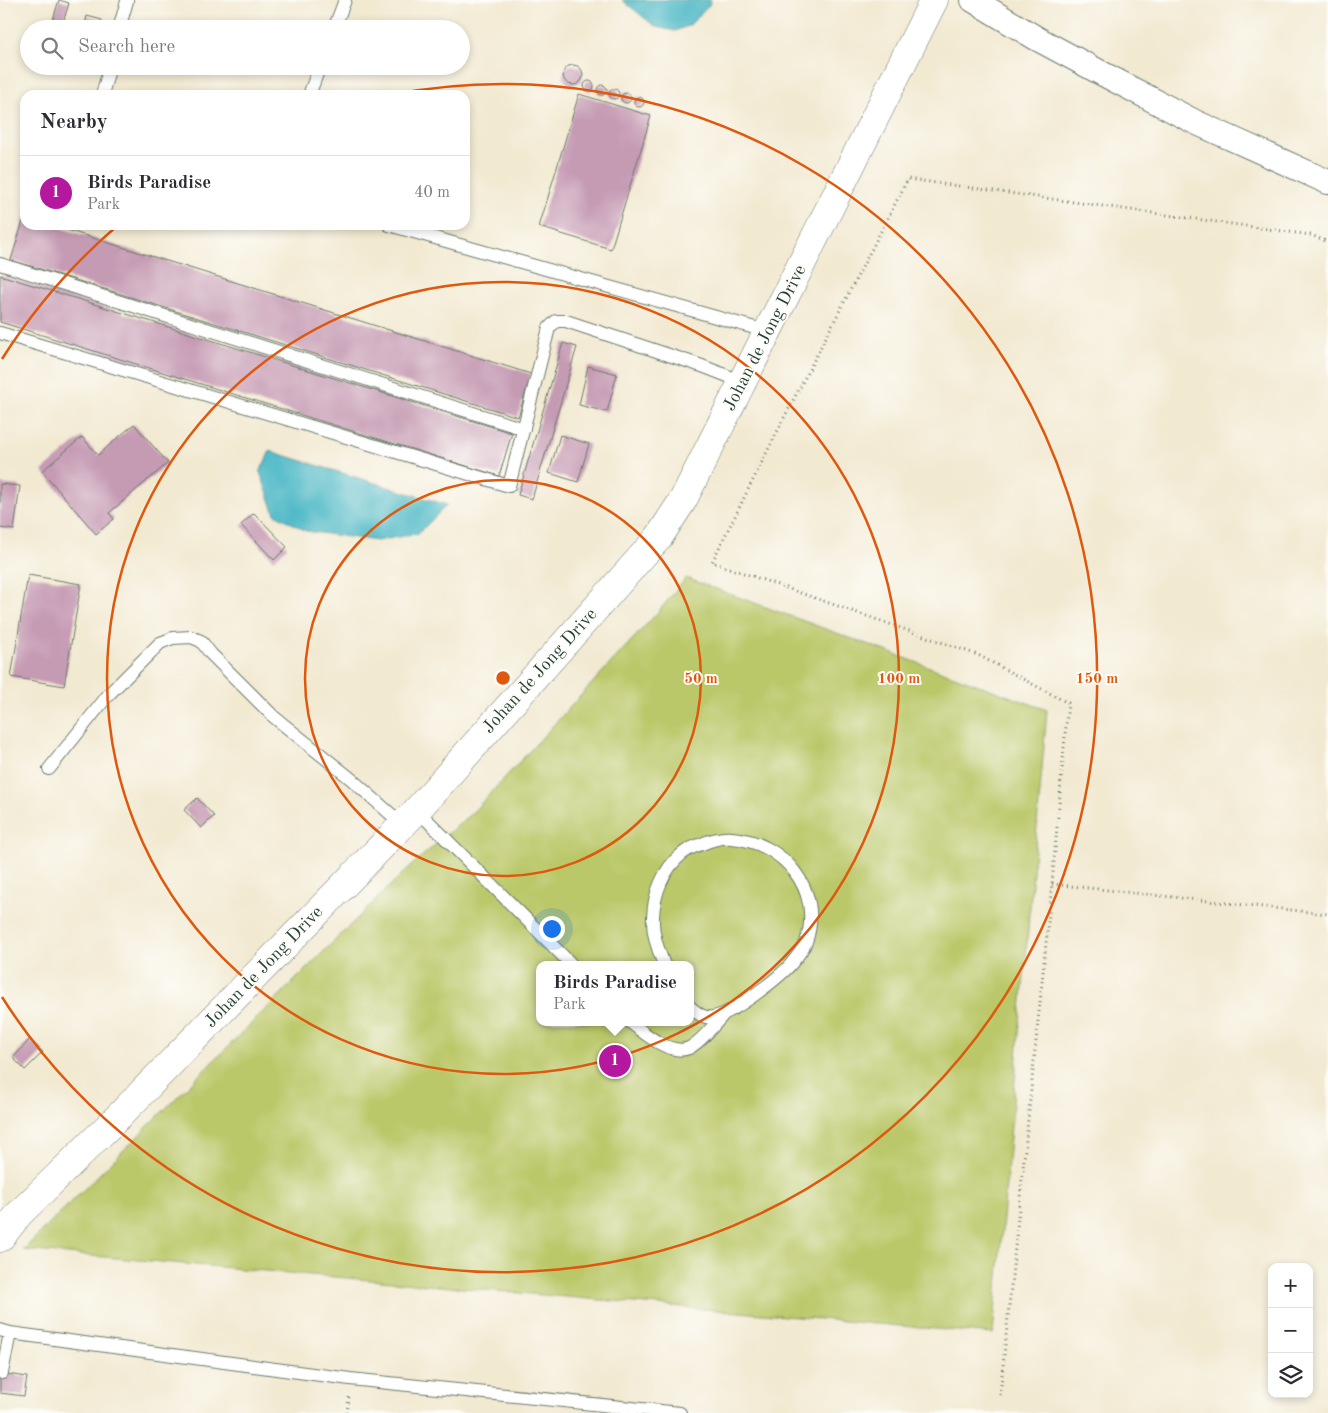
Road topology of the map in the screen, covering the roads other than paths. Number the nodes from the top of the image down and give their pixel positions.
1 (345, 0) edge
2 (934, 0) edge
3 (973, 0) edge
4 (126, 1) edge
5 (121, 20) edge
6 (337, 20) edge
7 (108, 75) edge
8 (316, 75) edge
9 (103, 90) edge
10 (310, 90) edge
11 (1328, 182) edge
12 (407, 230) edge
13 (0, 264) edge
14 (769, 332) junction
15 (0, 333) edge
16 (743, 382) junction
17 (524, 428) junction
18 (49, 770) dead end
19 (410, 817) junction
20 (568, 961) edge
21 (662, 961) edge
22 (694, 1010) edge
23 (724, 1014) junction
24 (635, 1026) edge
25 (0, 1238) edge
26 (5, 1331) edge
27 (2, 1373) dead end
28 (680, 1413) edge

1 - 6 lane
2 - 14 street, Johan de Jong Drive
3 - 11 street
4 - 5 lane
7 - 9 lane
8 - 10 lane
12 - 14 lane
13 - 17 lane
14 - 16 street, Johan de Jong Drive
15 - 17 lane
16 - 17 lane
16 - 19 street, Johan de Jong Drive
18 - 19 lane
19 - 20 lane
19 - 25 street, Johan de Jong Drive
21 - 23 lane
22 - 23 lane
23 - 24 lane
26 - 27 lane
26 - 28 lane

········

## [EXERCISE BRIEF]
All of the records need repeating exactly, except for the pictures.

## [RESULT BELOW]
Road topology of the map in the screen, covering the roads other than paths. Number the nodes from the top of the image down and give their pixel positions.
1 (345, 0) edge
2 (934, 0) edge
3 (973, 0) edge
4 (126, 1) edge
5 (121, 20) edge
6 (337, 20) edge
7 (108, 75) edge
8 (316, 75) edge
9 (103, 90) edge
10 (310, 90) edge
11 (1328, 182) edge
12 (407, 230) edge
13 (0, 264) edge
14 (769, 332) junction
15 (0, 333) edge
16 (743, 382) junction
17 (524, 428) junction
18 (49, 770) dead end
19 (410, 817) junction
20 (568, 961) edge
21 (662, 961) edge
22 (694, 1010) edge
23 (724, 1014) junction
24 (635, 1026) edge
25 (0, 1238) edge
26 (5, 1331) edge
27 (2, 1373) dead end
28 (680, 1413) edge

1 - 6 lane
2 - 14 street, Johan de Jong Drive
3 - 11 street
4 - 5 lane
7 - 9 lane
8 - 10 lane
12 - 14 lane
13 - 17 lane
14 - 16 street, Johan de Jong Drive
15 - 17 lane
16 - 17 lane
16 - 19 street, Johan de Jong Drive
18 - 19 lane
19 - 20 lane
19 - 25 street, Johan de Jong Drive
21 - 23 lane
22 - 23 lane
23 - 24 lane
26 - 27 lane
26 - 28 lane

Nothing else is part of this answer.